Pintar ou escrever



Há pouco pensava qual o processo que me leva a escrever e as razões para tal, tal como o processo que leva a pintar. Não sei se consegui uma imagem clara.

A corrente da escrita surge em muitas pessoas como necessidade de comunicar, logo por terem ouvido alguém, ou observado alguma coisa que lhes pareceu destacar-se do restante ao seu redor. Também comigo, por vezes. Ou por que em dados momentos, de tristeza ou de alegria, há esse impulso incontrolável de comunicar sentimentos.

Mas por vezes é do vazio que surgem as coisas. Do profundo e aterrador vazio. Desse lugar da solidão que nos rouba o ar, nos tira o ânimo, nos derruba os sonhos. È o espelho e é para pintar o reflexo desse buraco negro que nos traz um peso ao peito. Do cinzento mais carregado de nós mesmos. Que nos torna cativos do nosso lado mais negro.

Outras vezes, vem da euforia que nos trouxe alguma alegria imensa. De uma felicidade que se solta e rasga do peito para fora de nós. Um vulcão de energia que alguém ou algum acontecimento fez explodir em nós. Pode vir de uma paixão que nos enche e nos faz sonhar, ou de um sucesso pessoal que seria inesperado mas que se procurava.

As razões para deixarmos registo do que nos vai por dentro são muitas e muito diversas e, também, apenas, uma forma de organizarmos os nossos ficheiros da nossa mente complexa, de forma consciente, tal como fazemos todos os dias durante o sono, sem termos consciência do processo. É um rearranjo da mente, quando a mente tem essa necessidade e se quer preparar para novos acontecimentos.

A pintura é, pelo menos comigo algo de muito mais exigente e profundo. Um processo criativo que exige muito mais de mim. Pode surgir de forma espontânea, como ideia. Mas a sua criação, ou concretização, nada tem de espontâneo e exige disciplina, concentração, abstracção do mundo à minha volta. É um momento egoísta, em que me volto para dentro. Em que quase não dou conta do que se passa em redor. É também muito exigente e solicita muita energia mental e física e do qual, frequentemente saio, após uma sessão, extremamente esgotado. Como se de um extenuante exercício físico que apela a toda a minha energia. Vem de muito de dentro de mim e o mundo, nesses momentos, quase não existe fora de mim.
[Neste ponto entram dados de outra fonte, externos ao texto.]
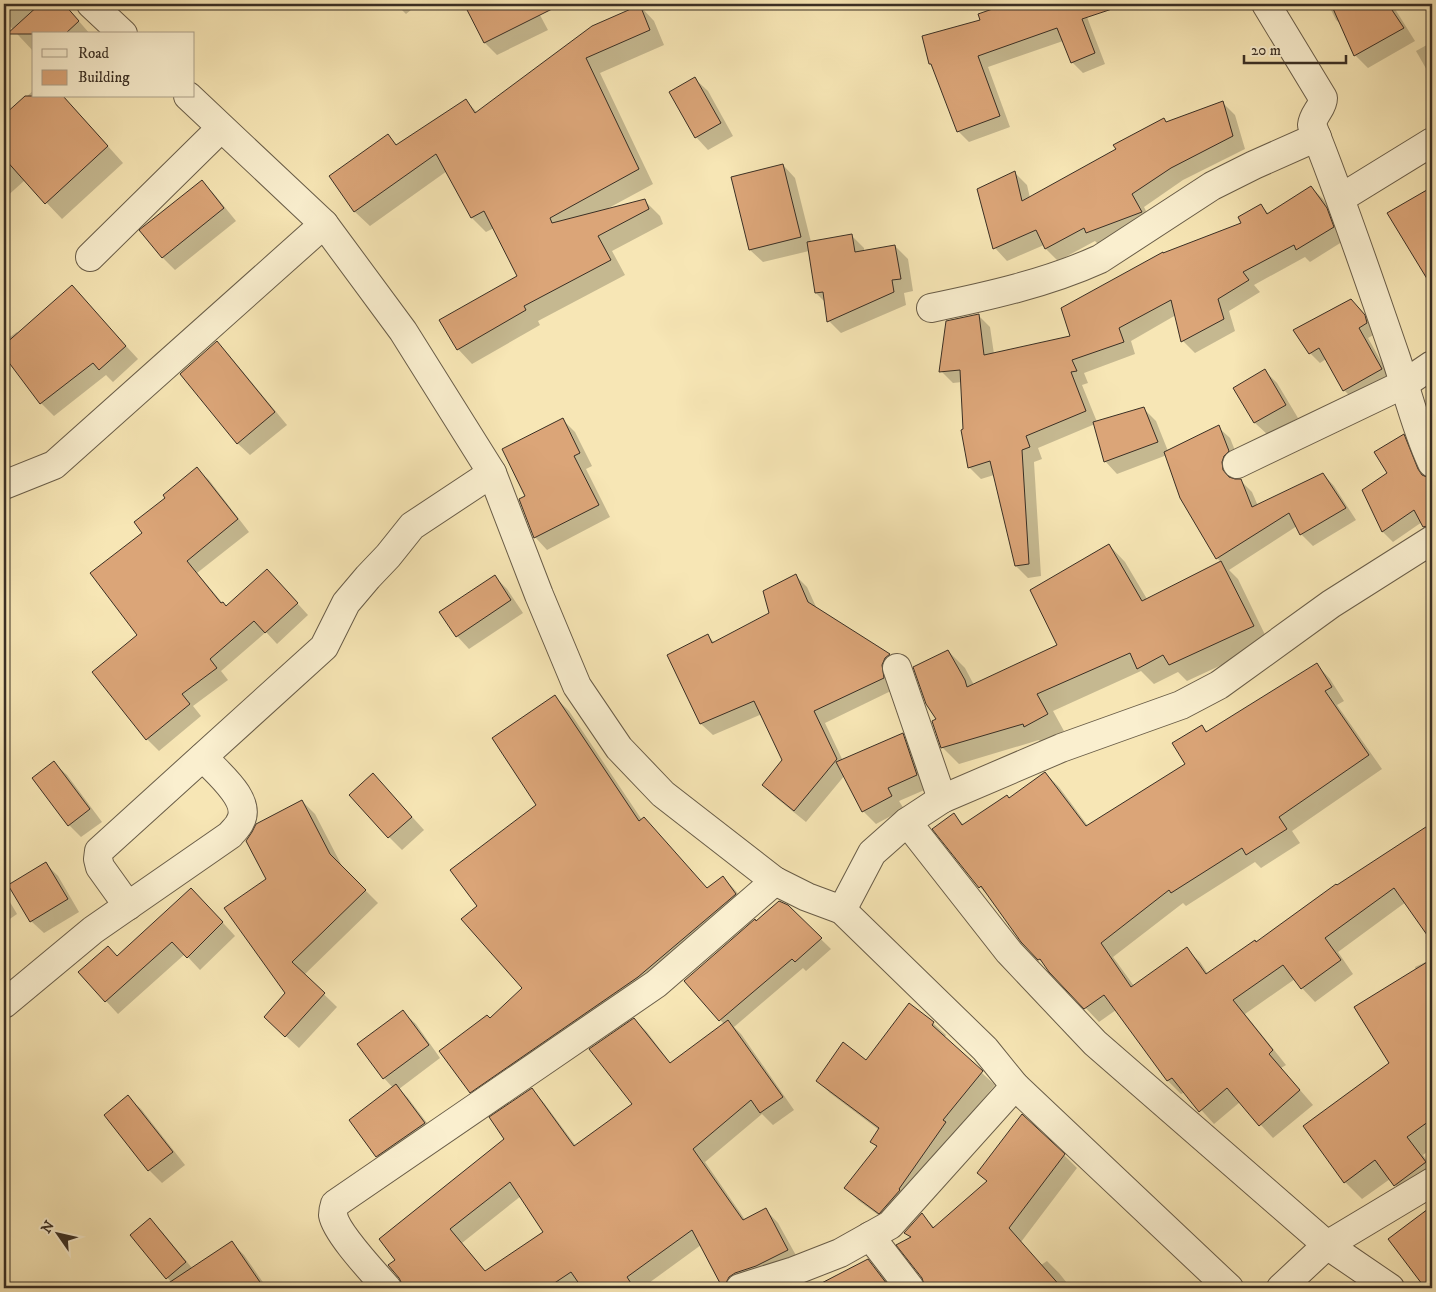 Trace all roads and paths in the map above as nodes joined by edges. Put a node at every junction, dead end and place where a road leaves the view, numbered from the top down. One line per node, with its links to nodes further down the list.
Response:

Escrever é muitas vezes um processo compulsivo, quer o faça com alguma criatividade ou quase nenhuma. Com qualidade ou com ausência dela. Como quando estou muito triste, ou apenas sinto necessidade de comunicar, nem sei com quem. Pintar é, de forma distinta da escrita, algo que se tem de desenvolver pouco a pouco, em dias ou semanas, primeiro dentro, depois na tela, mas nunca como processo de registo de tristezas ou sentimentos negativos.